Reproduce exactly, from the data that follows, the line with "ctx = cairo.Context(surface)", the line with "ctx.restore()", and every line that lies between them.

Stored data entries:
== == ==
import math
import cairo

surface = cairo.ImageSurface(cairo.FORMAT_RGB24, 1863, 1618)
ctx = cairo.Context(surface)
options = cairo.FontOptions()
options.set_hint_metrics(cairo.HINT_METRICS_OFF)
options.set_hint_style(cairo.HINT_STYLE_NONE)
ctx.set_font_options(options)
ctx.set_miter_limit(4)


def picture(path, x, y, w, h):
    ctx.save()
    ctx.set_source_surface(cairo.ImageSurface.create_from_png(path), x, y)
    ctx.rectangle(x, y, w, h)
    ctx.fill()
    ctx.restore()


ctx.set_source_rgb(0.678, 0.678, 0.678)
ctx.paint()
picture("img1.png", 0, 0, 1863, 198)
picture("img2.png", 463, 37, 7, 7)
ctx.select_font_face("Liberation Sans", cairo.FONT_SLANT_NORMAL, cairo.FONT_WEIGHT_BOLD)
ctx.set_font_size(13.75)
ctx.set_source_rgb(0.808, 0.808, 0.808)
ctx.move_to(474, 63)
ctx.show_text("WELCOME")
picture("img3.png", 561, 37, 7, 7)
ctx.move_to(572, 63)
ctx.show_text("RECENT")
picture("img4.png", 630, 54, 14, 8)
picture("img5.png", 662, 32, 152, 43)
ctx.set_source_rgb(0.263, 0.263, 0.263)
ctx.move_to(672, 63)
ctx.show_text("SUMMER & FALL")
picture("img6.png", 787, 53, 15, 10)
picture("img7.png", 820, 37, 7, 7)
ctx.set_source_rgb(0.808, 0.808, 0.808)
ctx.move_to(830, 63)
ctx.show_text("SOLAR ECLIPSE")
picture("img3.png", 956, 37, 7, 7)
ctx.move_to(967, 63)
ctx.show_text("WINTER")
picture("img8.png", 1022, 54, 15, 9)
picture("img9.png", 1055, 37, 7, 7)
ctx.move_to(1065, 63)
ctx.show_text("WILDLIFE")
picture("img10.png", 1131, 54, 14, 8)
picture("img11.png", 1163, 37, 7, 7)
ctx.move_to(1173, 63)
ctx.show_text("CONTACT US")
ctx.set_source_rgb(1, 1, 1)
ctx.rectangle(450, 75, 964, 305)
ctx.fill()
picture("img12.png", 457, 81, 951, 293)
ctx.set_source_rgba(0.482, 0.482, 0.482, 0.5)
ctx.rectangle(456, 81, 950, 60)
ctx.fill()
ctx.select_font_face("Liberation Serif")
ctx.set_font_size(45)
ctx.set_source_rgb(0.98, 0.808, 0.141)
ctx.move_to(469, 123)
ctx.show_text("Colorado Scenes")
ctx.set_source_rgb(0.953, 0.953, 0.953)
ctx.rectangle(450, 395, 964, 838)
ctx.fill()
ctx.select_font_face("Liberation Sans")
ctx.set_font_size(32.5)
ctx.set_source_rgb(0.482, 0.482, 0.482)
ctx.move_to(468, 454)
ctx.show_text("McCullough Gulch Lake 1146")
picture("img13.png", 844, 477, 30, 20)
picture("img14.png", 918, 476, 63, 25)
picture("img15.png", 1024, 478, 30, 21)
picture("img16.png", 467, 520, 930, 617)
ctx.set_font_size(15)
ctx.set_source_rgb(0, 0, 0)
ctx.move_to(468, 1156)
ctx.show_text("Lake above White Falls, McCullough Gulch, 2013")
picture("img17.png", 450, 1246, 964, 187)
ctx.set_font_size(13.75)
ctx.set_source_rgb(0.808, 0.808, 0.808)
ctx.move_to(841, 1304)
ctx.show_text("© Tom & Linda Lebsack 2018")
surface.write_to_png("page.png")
== == ==
● **Output for this task**
ctx = cairo.Context(surface)
options = cairo.FontOptions()
options.set_hint_metrics(cairo.HINT_METRICS_OFF)
options.set_hint_style(cairo.HINT_STYLE_NONE)
ctx.set_font_options(options)
ctx.set_miter_limit(4)


def picture(path, x, y, w, h):
    ctx.save()
    ctx.set_source_surface(cairo.ImageSurface.create_from_png(path), x, y)
    ctx.rectangle(x, y, w, h)
    ctx.fill()
    ctx.restore()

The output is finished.